_Work instructions_
Look through the listing below, find every line with the string "Cense", and copy it.

_Source data_
########

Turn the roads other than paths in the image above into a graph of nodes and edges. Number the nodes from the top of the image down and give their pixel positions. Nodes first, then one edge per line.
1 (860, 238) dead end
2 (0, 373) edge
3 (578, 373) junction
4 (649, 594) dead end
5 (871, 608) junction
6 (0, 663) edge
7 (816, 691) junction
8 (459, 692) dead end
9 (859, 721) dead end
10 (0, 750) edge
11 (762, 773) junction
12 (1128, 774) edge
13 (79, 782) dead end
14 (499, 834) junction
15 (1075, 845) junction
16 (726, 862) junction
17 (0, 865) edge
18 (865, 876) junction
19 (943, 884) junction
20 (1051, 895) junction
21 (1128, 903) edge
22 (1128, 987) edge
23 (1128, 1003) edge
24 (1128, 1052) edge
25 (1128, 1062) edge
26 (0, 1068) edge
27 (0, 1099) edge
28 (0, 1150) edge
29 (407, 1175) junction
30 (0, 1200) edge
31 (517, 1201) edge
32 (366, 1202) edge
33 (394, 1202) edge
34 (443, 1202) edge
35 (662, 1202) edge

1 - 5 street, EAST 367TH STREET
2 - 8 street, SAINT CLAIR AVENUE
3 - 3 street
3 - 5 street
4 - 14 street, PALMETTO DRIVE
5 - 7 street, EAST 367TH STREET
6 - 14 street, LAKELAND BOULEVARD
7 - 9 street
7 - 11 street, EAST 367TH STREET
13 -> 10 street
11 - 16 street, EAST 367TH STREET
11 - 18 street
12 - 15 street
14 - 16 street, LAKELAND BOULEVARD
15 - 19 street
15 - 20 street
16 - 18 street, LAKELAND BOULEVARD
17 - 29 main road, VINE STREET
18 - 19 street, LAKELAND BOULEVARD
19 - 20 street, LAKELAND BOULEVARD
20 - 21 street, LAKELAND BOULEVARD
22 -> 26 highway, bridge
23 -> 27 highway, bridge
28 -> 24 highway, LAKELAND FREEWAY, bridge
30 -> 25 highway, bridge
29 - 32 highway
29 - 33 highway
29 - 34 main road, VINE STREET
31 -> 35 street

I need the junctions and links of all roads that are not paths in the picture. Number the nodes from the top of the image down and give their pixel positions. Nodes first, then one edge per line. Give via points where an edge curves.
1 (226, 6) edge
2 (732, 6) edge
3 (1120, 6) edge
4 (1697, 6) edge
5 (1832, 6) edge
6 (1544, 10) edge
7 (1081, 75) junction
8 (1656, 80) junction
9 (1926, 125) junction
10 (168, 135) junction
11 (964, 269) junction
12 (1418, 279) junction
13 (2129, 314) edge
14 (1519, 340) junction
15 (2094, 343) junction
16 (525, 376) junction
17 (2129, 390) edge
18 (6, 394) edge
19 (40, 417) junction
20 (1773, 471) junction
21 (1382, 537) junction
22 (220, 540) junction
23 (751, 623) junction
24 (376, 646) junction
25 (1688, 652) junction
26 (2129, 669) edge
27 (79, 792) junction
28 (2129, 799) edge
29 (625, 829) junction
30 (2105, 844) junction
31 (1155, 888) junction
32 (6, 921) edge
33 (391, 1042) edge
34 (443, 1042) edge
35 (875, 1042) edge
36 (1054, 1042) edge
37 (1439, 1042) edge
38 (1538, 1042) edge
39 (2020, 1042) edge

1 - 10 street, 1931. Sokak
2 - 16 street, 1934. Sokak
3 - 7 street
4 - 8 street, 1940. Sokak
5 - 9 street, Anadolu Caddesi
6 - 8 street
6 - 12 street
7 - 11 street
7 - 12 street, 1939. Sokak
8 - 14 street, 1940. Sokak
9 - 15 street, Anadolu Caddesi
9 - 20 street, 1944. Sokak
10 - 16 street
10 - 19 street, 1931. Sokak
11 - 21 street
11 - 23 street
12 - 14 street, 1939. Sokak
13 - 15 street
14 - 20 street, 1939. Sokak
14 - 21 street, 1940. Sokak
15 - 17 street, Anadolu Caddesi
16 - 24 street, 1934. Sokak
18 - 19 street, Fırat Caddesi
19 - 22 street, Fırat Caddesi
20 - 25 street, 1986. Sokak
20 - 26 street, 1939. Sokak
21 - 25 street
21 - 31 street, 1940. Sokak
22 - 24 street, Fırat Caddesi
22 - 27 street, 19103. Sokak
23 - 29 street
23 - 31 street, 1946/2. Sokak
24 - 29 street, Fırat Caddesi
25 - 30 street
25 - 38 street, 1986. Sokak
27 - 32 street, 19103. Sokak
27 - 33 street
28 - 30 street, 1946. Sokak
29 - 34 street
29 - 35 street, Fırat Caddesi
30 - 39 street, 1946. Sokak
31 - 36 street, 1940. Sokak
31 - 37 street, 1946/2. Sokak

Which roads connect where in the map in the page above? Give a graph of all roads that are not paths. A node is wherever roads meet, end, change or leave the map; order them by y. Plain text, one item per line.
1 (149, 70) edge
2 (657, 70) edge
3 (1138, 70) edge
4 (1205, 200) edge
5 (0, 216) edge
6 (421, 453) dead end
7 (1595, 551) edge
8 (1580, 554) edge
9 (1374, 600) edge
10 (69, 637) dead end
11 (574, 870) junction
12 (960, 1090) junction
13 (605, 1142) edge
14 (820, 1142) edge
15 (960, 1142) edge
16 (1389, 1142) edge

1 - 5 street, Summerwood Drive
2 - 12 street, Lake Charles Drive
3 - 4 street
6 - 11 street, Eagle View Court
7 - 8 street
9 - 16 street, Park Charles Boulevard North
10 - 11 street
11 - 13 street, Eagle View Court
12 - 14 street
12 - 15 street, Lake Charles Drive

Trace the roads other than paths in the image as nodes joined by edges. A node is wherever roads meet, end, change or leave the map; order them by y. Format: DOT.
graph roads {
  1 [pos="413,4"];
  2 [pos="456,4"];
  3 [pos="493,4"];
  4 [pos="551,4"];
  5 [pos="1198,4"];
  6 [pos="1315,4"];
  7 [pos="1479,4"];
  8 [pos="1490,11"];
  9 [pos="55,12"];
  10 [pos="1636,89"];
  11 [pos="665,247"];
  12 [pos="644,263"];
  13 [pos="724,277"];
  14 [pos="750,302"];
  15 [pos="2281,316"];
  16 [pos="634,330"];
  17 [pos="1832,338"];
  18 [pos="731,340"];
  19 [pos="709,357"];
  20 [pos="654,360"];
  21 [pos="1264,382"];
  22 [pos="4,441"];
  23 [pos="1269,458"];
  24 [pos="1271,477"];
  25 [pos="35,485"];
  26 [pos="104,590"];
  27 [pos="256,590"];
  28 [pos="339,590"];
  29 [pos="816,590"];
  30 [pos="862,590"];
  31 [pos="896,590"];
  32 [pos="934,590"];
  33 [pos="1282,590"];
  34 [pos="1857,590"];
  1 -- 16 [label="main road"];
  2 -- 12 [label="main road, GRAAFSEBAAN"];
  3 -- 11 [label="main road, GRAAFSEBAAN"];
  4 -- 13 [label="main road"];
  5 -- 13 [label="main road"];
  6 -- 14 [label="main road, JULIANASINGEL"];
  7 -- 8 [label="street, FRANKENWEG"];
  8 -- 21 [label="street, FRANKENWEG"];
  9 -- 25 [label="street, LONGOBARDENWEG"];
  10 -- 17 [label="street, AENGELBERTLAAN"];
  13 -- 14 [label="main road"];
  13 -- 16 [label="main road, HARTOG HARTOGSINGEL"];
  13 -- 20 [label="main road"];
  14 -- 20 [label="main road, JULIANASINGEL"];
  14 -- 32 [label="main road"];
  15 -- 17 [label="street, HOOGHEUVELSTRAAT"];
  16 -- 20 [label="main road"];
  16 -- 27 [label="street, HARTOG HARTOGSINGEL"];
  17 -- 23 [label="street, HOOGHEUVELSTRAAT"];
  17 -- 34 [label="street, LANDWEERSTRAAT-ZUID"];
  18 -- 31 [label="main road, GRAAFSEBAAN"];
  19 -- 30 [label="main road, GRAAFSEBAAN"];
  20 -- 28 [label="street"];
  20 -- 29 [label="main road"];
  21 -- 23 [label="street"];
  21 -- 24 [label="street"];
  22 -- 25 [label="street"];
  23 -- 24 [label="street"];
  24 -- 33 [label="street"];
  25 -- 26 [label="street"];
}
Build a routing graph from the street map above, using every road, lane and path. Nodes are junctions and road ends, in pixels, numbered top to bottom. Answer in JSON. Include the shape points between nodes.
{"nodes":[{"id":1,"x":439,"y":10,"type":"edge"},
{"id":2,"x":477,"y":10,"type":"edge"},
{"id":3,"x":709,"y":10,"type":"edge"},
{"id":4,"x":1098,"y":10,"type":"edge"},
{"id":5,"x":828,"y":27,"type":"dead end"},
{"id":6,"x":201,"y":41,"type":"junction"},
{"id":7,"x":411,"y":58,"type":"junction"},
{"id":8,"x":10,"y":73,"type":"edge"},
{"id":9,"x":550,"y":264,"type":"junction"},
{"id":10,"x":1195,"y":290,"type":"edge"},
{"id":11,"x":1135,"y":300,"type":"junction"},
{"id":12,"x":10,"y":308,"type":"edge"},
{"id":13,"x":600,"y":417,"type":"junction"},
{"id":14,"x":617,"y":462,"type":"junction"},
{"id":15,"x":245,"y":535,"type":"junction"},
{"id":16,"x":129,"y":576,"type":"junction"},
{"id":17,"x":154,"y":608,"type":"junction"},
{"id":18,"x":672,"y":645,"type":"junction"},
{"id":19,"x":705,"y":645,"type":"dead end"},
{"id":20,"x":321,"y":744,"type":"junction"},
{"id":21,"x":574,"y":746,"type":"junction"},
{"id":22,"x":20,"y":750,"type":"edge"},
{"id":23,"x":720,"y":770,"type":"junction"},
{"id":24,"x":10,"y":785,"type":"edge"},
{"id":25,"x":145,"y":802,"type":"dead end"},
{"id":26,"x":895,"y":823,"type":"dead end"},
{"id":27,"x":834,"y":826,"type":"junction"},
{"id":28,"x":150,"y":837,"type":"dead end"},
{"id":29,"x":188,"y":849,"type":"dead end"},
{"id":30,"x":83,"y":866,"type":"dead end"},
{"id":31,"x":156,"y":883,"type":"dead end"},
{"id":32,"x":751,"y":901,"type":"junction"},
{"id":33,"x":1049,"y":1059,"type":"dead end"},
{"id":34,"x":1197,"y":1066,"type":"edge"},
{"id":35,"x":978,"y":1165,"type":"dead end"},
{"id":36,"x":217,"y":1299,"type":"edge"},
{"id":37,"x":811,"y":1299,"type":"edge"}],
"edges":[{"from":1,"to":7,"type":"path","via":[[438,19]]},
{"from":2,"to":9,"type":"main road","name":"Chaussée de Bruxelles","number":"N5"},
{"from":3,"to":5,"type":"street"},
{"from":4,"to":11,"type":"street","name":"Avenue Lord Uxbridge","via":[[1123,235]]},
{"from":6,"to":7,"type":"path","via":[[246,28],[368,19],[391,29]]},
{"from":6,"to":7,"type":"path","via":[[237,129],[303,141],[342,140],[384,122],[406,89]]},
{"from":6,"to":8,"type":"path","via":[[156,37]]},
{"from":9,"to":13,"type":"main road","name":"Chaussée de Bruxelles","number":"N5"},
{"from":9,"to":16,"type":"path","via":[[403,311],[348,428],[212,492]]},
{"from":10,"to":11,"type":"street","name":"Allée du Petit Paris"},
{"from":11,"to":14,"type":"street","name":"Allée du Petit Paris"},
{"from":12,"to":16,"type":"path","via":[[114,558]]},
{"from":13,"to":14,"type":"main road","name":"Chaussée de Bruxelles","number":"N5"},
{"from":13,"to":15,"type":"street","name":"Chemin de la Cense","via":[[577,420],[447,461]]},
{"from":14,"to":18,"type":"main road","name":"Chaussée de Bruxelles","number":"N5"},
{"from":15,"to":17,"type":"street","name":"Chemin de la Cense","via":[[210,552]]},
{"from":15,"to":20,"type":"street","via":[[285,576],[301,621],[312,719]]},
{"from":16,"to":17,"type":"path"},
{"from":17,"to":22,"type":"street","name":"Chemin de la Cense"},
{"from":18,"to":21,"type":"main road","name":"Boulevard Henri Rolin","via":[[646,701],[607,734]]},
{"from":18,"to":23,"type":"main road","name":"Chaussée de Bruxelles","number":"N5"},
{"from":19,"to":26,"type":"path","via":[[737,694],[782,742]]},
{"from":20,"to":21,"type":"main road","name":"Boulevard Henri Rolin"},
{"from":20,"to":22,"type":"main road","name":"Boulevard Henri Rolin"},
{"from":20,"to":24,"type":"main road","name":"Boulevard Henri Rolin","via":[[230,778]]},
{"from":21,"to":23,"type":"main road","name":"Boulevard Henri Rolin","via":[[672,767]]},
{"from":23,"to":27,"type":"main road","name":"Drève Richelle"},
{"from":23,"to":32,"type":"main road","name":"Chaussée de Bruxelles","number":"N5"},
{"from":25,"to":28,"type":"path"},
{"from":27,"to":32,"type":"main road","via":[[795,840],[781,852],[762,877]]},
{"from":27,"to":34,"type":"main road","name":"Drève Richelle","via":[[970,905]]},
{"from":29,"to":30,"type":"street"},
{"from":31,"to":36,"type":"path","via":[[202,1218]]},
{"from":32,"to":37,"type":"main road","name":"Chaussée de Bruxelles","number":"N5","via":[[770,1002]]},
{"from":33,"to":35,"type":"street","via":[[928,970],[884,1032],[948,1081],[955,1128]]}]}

########

_Response box_
{"from":13,"to":15,"type":"street","name":"Chemin de la Cense","via":[[577,420],[447,461]]},
{"from":15,"to":17,"type":"street","name":"Chemin de la Cense","via":[[210,552]]},
{"from":17,"to":22,"type":"street","name":"Chemin de la Cense"},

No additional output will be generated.